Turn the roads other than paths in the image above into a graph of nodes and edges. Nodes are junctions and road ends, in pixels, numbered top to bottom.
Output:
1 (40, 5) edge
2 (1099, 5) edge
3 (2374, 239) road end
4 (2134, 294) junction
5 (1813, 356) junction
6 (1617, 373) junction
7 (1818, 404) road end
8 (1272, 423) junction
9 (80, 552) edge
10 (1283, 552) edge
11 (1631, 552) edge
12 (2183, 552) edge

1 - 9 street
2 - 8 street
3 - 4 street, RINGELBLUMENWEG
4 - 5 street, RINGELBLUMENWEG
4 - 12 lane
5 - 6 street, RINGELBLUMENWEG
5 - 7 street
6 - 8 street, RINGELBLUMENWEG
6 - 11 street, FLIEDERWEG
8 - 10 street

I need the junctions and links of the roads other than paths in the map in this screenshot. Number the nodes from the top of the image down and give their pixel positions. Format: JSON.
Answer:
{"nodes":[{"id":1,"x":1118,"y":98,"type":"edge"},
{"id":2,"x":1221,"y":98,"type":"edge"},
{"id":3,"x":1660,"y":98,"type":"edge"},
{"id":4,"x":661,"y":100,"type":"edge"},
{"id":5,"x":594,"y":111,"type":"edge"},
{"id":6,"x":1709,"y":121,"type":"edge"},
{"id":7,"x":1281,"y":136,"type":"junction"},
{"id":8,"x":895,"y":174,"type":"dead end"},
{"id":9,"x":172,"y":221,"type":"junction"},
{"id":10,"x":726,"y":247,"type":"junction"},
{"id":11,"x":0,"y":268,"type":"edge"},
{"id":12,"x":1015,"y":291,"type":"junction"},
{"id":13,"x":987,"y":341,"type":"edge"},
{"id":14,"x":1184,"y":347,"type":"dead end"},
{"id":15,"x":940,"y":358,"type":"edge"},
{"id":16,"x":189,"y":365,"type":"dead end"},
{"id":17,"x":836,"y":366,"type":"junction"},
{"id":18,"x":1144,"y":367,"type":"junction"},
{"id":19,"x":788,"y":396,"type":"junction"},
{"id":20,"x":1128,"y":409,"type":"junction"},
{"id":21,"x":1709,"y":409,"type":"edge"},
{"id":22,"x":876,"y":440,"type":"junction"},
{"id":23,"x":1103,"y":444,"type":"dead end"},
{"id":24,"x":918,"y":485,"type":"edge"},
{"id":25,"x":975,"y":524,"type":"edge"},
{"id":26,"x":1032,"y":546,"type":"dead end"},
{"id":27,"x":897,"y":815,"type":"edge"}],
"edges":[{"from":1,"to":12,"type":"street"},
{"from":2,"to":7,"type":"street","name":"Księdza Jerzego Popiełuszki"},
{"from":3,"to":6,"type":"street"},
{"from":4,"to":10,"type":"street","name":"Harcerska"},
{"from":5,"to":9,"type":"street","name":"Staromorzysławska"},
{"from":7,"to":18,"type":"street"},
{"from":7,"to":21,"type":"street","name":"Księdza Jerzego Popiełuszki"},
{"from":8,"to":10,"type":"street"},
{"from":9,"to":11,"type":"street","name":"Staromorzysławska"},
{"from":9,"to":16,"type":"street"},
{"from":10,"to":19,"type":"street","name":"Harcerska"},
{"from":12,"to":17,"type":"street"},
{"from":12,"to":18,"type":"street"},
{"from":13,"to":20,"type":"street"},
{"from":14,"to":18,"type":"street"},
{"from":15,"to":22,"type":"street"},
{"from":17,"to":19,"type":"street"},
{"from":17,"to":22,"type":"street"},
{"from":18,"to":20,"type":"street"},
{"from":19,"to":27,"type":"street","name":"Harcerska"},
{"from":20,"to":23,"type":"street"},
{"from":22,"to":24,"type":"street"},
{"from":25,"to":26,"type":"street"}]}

════════════════════

Output, exactly and in full, the lines from the start of the entries above through the line that contains "I need the junctions".

### SOLUTION
Turn the roads other than paths in the image above into a graph of nodes and edges. Nodes are junctions and road ends, in pixels, numbered top to bottom.
Output:
1 (40, 5) edge
2 (1099, 5) edge
3 (2374, 239) road end
4 (2134, 294) junction
5 (1813, 356) junction
6 (1617, 373) junction
7 (1818, 404) road end
8 (1272, 423) junction
9 (80, 552) edge
10 (1283, 552) edge
11 (1631, 552) edge
12 (2183, 552) edge

1 - 9 street
2 - 8 street
3 - 4 street, RINGELBLUMENWEG
4 - 5 street, RINGELBLUMENWEG
4 - 12 lane
5 - 6 street, RINGELBLUMENWEG
5 - 7 street
6 - 8 street, RINGELBLUMENWEG
6 - 11 street, FLIEDERWEG
8 - 10 street

I need the junctions and links of the roads other than paths in the map in this screenshot. Number the nodes from the top of the image down and give their pixel positions. Format: JSON.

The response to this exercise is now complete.